### WORK ORDER
What this exercise calls for is an exact copy of the data.
++++ DATA LISTING
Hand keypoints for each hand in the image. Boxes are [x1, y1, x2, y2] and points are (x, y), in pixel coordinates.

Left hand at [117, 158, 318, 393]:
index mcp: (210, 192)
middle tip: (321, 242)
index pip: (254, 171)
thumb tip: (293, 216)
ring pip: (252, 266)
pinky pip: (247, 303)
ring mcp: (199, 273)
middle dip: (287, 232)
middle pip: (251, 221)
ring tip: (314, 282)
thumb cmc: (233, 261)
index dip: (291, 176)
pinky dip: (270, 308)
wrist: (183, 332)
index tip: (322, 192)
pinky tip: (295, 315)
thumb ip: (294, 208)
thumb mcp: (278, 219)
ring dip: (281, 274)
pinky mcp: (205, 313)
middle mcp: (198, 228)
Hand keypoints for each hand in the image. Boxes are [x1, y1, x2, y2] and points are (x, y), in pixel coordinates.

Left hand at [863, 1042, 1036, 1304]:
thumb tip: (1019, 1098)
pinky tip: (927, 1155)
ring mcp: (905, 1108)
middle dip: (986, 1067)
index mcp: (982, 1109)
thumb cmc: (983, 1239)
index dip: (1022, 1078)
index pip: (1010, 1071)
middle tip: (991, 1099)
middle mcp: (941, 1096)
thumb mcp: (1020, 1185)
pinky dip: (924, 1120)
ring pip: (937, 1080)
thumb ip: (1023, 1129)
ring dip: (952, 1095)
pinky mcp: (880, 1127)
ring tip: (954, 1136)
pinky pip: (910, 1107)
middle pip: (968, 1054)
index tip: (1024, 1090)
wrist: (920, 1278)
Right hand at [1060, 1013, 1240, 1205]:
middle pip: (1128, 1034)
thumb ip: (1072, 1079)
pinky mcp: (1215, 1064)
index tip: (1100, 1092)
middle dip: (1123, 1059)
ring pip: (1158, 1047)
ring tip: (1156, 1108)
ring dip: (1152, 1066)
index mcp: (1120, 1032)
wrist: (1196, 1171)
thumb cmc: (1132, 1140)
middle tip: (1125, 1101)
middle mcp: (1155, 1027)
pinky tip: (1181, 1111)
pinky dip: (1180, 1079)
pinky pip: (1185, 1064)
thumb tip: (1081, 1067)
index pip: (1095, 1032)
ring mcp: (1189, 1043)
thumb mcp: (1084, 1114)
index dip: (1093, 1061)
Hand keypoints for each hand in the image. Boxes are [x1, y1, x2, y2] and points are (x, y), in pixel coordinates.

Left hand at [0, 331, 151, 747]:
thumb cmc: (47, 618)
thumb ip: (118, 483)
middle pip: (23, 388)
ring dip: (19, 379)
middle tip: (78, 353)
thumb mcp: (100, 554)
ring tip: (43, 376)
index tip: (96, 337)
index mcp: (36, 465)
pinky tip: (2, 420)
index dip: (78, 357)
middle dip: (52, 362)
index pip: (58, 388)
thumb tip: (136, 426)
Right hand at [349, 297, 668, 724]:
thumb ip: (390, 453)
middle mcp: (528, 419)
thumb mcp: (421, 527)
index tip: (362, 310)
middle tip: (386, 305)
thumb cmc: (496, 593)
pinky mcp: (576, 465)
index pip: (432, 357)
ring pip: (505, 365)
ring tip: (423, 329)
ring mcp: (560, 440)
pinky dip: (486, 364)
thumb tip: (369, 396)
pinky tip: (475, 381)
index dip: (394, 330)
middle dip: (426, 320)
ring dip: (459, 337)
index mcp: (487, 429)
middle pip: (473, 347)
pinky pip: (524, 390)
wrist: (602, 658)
++++++++
### ANSWER BOX
Hand keypoints for each hand in the image. Boxes are [x1, y1, x2, y2] and points are (x, y), in pixel coordinates.

Left hand at [117, 158, 318, 393]:
index mcp: (210, 192)
middle tip: (321, 242)
index pip: (254, 171)
thumb tip: (293, 216)
ring pip: (252, 266)
pinky pip: (247, 303)
ring mcp: (199, 273)
middle dip: (287, 232)
middle pip: (251, 221)
ring tip: (314, 282)
thumb cmc: (233, 261)
index dip: (291, 176)
pinky dip: (270, 308)
wrist: (183, 332)
index tip: (322, 192)
pinky tip: (295, 315)
thumb ip: (294, 208)
thumb mcp: (278, 219)
ring dip: (281, 274)
pinky mcp: (205, 313)
middle mcp: (198, 228)
Hand keypoints for each hand in the image. Boxes are [x1, y1, x2, y2] and points are (x, y), in pixel coordinates.

Left hand at [863, 1042, 1036, 1304]:
thumb tip: (1019, 1098)
pinky tip: (927, 1155)
ring mcp: (905, 1108)
middle dip: (986, 1067)
index mcp: (982, 1109)
thumb cmc: (983, 1239)
index dip: (1022, 1078)
index pip: (1010, 1071)
middle tip: (991, 1099)
middle mcp: (941, 1096)
thumb mcp: (1020, 1185)
pinky dip: (924, 1120)
ring pip: (937, 1080)
thumb ip: (1023, 1129)
ring dip: (952, 1095)
pinky mcp: (880, 1127)
ring tip: (954, 1136)
pinky pip: (910, 1107)
middle pip: (968, 1054)
index tip: (1024, 1090)
wrist: (920, 1278)
Right hand at [1060, 1013, 1240, 1205]:
middle pip: (1128, 1034)
thumb ip: (1072, 1079)
pinky mcp: (1215, 1064)
index tip: (1100, 1092)
middle dip: (1123, 1059)
ring pip: (1158, 1047)
ring tip: (1156, 1108)
ring dip: (1152, 1066)
index mcp: (1120, 1032)
wrist: (1196, 1171)
thumb cmc: (1132, 1140)
middle tip: (1125, 1101)
middle mcp: (1155, 1027)
pinky tip: (1181, 1111)
pinky dip: (1180, 1079)
pinky pip: (1185, 1064)
thumb tip: (1081, 1067)
index pip: (1095, 1032)
ring mcp: (1189, 1043)
thumb mcp: (1084, 1114)
index dip: (1093, 1061)
Hand keypoints for each hand in the image. Boxes are [x1, y1, x2, y2] and points are (x, y), in pixel coordinates.

Left hand at [0, 331, 151, 747]:
thumb cmc: (47, 618)
thumb ip: (118, 483)
middle pip: (23, 388)
ring dip: (19, 379)
middle tip: (78, 353)
thumb mcp: (100, 554)
ring tip: (43, 376)
index tip: (96, 337)
index mcp: (36, 465)
pinky tip: (2, 420)
index dip: (78, 357)
middle dip: (52, 362)
index pip: (58, 388)
thumb tip: (136, 426)
Right hand at [349, 297, 668, 724]:
thumb ip: (390, 453)
middle mcp: (528, 419)
thumb mcp: (421, 527)
index tip: (362, 310)
middle tip: (386, 305)
thumb cmc: (496, 593)
pinky mcp: (576, 465)
index pip: (432, 357)
ring pip: (505, 365)
ring tip: (423, 329)
ring mcp: (560, 440)
pinky dip: (486, 364)
thumb tip: (369, 396)
pinky tip: (475, 381)
index dip: (394, 330)
middle dip: (426, 320)
ring dip: (459, 337)
index mcp: (487, 429)
middle pip: (473, 347)
pinky pip: (524, 390)
wrist: (602, 658)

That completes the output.